As the number of first homebuyers dropped to 17% of the market in May, Australia's leading residential and development groups have joined forces to tackle the housing affordability crisis head on.
Master Builders of Australia, the Residential Development Council of the Property Council of Australia, the Real Estate Institute of Australia and the Urban Development Institute are collectively calling on Australia's political leaders to address the growing housing issues nationwide.
President of the Real Estate Institute of Australia Graham Joyce said several factors had contributed to the housing affordability problem, including shrinking land supply, heavy taxes and a saturated rental market.
"We're now seeing very low vacancy rates right around Australia," said Joyce. "So there's a shortage of accommodation available for renters because the affordability issue is causing people to go into the rental market - or they stay in the rental market longer because they can't afford to buy a home. It puts enormous pressure on the rental market and we're now seeing significant rental increases right across the country."
The housing and development groups together hope to increase policy focus and public debate by evaluating government response on housing strategy, urban infrastructure, land provision and reducing the red tape around planning and development procedures.

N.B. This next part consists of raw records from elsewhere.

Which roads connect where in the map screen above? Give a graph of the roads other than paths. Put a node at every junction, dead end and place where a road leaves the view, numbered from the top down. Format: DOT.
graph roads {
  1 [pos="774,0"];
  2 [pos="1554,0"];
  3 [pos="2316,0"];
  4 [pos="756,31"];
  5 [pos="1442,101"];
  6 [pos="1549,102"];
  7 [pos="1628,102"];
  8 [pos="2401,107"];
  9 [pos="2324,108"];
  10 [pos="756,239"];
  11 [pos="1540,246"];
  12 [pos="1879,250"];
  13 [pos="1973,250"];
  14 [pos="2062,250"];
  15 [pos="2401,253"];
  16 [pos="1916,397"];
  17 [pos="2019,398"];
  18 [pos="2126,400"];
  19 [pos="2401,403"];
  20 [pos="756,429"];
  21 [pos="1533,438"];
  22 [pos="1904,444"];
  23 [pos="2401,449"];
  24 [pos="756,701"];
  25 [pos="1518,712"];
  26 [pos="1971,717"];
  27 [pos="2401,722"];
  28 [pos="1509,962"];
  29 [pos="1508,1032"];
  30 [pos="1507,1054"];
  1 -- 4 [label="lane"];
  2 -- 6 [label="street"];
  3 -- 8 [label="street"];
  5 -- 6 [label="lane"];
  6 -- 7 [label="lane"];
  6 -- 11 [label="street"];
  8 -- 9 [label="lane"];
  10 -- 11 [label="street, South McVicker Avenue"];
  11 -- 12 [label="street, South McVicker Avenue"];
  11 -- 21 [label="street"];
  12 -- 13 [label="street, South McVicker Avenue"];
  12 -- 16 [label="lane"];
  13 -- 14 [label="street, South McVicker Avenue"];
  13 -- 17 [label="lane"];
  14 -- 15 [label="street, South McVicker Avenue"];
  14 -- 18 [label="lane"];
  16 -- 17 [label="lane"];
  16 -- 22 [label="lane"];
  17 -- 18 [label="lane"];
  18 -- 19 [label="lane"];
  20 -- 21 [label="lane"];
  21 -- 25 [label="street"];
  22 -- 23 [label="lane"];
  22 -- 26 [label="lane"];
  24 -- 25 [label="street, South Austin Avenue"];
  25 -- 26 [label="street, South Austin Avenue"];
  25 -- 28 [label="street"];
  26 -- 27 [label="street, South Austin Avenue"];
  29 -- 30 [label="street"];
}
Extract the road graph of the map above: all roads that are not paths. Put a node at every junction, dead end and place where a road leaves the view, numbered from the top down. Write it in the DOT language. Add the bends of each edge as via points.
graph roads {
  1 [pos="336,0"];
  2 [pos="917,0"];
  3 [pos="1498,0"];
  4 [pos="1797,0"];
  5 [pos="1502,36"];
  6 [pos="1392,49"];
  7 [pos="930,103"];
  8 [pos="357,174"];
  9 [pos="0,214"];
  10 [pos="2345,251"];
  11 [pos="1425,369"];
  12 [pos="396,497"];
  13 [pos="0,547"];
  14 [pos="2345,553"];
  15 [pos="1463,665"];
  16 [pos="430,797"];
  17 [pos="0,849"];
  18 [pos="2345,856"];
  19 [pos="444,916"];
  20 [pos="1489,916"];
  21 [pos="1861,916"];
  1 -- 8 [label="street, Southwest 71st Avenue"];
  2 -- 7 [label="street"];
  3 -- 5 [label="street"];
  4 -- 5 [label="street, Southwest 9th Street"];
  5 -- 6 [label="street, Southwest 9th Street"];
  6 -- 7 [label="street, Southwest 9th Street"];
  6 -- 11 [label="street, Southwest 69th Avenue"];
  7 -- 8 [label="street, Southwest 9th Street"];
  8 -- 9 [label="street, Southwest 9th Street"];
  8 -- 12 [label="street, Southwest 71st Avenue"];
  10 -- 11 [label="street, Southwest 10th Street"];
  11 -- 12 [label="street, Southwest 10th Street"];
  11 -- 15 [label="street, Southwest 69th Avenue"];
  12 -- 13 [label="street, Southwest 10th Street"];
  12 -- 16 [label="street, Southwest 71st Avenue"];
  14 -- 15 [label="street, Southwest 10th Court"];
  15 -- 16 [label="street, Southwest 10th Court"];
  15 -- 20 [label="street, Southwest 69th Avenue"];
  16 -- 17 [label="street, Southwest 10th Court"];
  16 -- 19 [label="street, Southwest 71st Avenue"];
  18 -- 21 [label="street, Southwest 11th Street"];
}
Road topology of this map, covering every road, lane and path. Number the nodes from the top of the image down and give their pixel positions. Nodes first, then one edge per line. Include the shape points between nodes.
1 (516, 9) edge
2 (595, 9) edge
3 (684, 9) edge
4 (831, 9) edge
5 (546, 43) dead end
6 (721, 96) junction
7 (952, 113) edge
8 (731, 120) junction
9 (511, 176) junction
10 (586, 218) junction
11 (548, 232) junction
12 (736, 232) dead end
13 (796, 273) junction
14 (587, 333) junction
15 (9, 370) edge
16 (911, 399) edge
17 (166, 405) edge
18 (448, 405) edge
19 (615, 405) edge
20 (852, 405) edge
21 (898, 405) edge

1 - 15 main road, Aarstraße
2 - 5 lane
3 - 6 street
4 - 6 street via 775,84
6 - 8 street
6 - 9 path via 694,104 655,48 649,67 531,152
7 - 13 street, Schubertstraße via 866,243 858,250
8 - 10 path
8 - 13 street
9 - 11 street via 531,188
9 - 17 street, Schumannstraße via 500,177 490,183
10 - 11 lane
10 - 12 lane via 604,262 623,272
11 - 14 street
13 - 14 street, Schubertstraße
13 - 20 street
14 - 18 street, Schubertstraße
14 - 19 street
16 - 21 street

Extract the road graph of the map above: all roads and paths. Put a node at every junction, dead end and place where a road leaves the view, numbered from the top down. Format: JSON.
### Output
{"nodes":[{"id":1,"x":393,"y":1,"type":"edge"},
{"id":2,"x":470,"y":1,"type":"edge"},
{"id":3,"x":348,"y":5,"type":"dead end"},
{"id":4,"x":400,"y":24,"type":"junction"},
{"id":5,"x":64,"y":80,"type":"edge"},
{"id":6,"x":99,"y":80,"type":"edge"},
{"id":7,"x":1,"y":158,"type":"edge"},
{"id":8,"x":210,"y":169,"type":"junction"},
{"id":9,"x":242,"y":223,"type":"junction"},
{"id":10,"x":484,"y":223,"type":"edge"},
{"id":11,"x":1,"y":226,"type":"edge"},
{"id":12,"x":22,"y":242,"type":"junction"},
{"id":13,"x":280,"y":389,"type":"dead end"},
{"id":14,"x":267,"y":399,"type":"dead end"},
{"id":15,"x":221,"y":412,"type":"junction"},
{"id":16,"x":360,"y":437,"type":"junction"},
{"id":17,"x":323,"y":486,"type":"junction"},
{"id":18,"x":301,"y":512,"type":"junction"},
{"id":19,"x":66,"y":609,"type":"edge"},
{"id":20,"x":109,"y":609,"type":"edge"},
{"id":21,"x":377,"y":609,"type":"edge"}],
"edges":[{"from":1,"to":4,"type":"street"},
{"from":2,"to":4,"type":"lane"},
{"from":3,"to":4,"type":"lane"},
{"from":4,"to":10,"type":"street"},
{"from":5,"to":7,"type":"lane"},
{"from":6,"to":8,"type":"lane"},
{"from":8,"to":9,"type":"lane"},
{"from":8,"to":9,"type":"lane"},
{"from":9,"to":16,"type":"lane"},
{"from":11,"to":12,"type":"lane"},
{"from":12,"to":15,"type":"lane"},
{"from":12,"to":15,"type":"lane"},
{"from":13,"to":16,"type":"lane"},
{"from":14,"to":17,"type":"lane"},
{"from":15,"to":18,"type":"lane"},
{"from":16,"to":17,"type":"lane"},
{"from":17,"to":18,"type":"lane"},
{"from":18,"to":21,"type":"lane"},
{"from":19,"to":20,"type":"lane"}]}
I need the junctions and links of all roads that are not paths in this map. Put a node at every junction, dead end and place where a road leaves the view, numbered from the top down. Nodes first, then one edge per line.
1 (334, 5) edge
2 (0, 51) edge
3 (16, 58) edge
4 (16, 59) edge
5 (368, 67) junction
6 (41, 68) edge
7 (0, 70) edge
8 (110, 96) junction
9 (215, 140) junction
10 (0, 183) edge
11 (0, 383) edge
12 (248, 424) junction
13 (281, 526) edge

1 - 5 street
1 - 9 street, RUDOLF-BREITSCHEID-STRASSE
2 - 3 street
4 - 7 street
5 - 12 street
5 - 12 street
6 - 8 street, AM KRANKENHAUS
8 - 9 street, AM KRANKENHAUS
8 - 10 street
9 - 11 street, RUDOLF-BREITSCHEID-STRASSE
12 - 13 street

"All the associations acknowledge that this is a real issue, so we thought that, to add weight to the argument and show the importance of the whole issue, we'd come together," said Joyce. "The federal government doesn't have a minister responsible for housing as such, so we're saying there should be a Ministerial Council and a minister to look after all of this and focus on it."
The Ministerial Council responsible for Urban Development, Housing and Housing Affordability - like the National Housing and Planning Advice Unit in the UK - would consult with industry and other key stakeholders at a national, state and local level.